Neuhaus H
Dept. of Internal Medicine, Evangelisches Krankenhaus Düsseldorf, Düsseldorf, Germany.
Endoscopy. 2004 Jan;36(1):8-16. doi: 10.1055/s-2004-814119.
In view of increasingly accurate noninvasive diagnostic imaging modalities for pancreatic diseases, endoscopic retrograde cholangiopancreatography (ERCP) should be mainly restricted to therapeutic indications. Acute pancreatitis is still the most common complication of ERCP. Prevention measures should focus in particular on well-defined risk groups. Temporary pancreatic duct drainage, preferably using small-diameter endoprostheses, can reduce the incidence of post-ERCP pancreatitis in at-risk individuals. By contrast, pharmacological prevention does not appear to be effective. ERCP in conjunction with sphincter of Oddi manometry frequently reveals the diagnosis of undetermined causes of acute recurrent pancreatitis. Endoscopic sphincterotomy (EST) is the treatment of choice in patients with sphincter of Oddi dysfunction or papillary stenosis. For these indications, dual pancreaticobiliary sphincterotomy promises a lower early morbidity and a better long-term outcome than biliary EST alone. In patients with pancreatic divisum, the cannulation rate of the dorsal duct can be improved by methylene blue staining and/or stimulation of the pancreatic secretion. Papillotomy of the minor papilla with short-term stenting appears to be an effective and safe approach for associated acute recurrent pancreatitis. Large-scale trials indicate that the majority of symptomatic patients with chronic pancreatitis can be well managed in the long term by endoscopic interventions. There is still a lack of prospective randomized controlled trials on endotherapy for chronic pancreatitis; however, they are also lacking for the surgical approach. Endoscopic and/or endosonographically guided drainage has become the treatment of choice for the majority of symptomatic pancreatic pseudocysts. Transmural debridement of pancreatic abscesses and infected necroses is still investigational, but appears to offer a minimally invasive alternative to surgery in selected cases. Pancreatic endotherapy is technically demanding and potentially hazardous; these interventions should be restricted to high-volume centers with options for an interdisciplinary team approach. Methods that have not yet been established should be evaluated in carefully designed prospective trials.

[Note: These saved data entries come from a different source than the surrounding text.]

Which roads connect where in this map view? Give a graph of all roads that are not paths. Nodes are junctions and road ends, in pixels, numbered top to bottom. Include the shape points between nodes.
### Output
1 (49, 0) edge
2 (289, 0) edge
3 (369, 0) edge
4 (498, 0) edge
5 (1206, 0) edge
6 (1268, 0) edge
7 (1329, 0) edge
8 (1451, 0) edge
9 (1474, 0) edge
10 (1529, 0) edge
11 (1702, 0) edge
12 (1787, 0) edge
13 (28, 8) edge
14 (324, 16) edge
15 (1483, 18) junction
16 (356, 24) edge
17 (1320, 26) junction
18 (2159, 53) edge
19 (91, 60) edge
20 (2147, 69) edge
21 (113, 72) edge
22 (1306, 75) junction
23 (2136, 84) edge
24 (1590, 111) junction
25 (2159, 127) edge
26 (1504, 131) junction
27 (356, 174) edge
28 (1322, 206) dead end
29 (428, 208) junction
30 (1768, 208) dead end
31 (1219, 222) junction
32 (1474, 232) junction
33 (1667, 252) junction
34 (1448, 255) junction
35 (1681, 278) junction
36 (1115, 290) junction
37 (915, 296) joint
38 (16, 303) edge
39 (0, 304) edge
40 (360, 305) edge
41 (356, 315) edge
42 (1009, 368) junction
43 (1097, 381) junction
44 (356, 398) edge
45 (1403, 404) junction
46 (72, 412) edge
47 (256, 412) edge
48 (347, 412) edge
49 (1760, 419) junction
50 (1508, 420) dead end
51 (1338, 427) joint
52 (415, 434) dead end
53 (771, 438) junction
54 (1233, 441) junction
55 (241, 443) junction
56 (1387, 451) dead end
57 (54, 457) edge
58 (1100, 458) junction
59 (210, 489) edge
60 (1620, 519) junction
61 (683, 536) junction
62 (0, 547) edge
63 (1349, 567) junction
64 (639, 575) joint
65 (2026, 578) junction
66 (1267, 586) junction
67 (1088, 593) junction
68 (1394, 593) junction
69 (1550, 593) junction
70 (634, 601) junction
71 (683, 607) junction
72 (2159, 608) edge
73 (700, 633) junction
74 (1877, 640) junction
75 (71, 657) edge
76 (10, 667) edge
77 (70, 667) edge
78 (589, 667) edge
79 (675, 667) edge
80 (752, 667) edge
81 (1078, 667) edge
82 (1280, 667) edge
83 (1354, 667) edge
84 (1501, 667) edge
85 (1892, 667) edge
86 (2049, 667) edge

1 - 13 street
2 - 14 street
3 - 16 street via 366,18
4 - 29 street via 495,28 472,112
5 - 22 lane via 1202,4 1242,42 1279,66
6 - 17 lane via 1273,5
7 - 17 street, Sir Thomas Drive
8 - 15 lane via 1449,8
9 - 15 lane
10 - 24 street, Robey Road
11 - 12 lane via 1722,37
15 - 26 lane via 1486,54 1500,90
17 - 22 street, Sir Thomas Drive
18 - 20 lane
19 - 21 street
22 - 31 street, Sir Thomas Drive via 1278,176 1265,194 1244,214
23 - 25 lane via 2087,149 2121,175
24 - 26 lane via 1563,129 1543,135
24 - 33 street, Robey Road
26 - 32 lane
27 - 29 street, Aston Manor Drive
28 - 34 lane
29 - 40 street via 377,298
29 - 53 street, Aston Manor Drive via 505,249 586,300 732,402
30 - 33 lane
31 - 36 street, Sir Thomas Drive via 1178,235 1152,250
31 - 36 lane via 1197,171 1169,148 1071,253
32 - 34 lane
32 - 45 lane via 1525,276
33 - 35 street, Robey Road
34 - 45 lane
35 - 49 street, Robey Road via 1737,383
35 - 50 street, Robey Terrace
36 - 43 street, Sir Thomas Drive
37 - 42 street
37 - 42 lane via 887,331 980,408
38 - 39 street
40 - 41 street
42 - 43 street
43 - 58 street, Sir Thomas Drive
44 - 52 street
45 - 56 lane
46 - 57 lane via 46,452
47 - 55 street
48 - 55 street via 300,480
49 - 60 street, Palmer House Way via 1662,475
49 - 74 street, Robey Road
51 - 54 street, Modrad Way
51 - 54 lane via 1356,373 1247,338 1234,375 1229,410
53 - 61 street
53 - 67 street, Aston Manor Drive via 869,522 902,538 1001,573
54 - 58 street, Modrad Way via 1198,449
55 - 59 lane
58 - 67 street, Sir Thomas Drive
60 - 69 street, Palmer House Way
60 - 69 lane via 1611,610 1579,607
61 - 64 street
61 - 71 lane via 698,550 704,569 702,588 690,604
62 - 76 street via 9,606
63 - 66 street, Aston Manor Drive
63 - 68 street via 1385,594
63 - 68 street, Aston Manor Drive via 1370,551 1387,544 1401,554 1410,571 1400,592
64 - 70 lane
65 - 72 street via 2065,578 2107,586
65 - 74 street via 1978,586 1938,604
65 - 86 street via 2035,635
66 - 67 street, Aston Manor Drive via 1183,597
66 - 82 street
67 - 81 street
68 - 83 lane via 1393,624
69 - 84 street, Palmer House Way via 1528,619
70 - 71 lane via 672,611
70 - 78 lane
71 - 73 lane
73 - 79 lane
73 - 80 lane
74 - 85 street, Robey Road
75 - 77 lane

鉴于用于胰腺疾病的非侵入性诊断成像方式越来越精确,内镜逆行胰胆管造影术(ERCP)应主要限于治疗适应证。急性胰腺炎仍然是ERCP最常见的并发症。预防措施应特别关注明确的风险群体。临时胰管引流,最好使用小直径内支架,可降低高危个体ERCP后胰腺炎的发生率。相比之下,药物预防似乎无效。ERCP联合Oddi括约肌测压术常可明确急性复发性胰腺炎的不明病因。内镜括约肌切开术(EST)是Oddi括约肌功能障碍或乳头狭窄患者的首选治疗方法。对于这些适应证,双胰胆管括约肌切开术与单独的胆管EST相比,早期发病率更低,长期预后更好。在胰腺分裂症患者中,通过亚甲蓝染色和/或刺激胰腺分泌可提高背侧胰管的插管率。小乳头乳头切开术并短期置入支架似乎是治疗相关急性复发性胰腺炎的有效且安全的方法。大规模试验表明,大多数有症状的慢性胰腺炎患者可通过内镜干预得到长期良好管理。目前仍缺乏关于慢性胰腺炎内镜治疗的前瞻性随机对照试验;然而,手术治疗方法也缺乏此类试验。内镜和/或内镜超声引导下引流已成为大多数有症状胰腺假性囊肿的首选治疗方法。胰腺脓肿和感染性坏死的经壁清创术仍在研究中,但在某些选定病例中似乎提供了一种微创的手术替代方法。胰腺内镜治疗技术要求高且有潜在风险;这些干预措施应限于具备跨学科团队协作条件的大容量中心。尚未确立的方法应在精心设计的前瞻性试验中进行评估。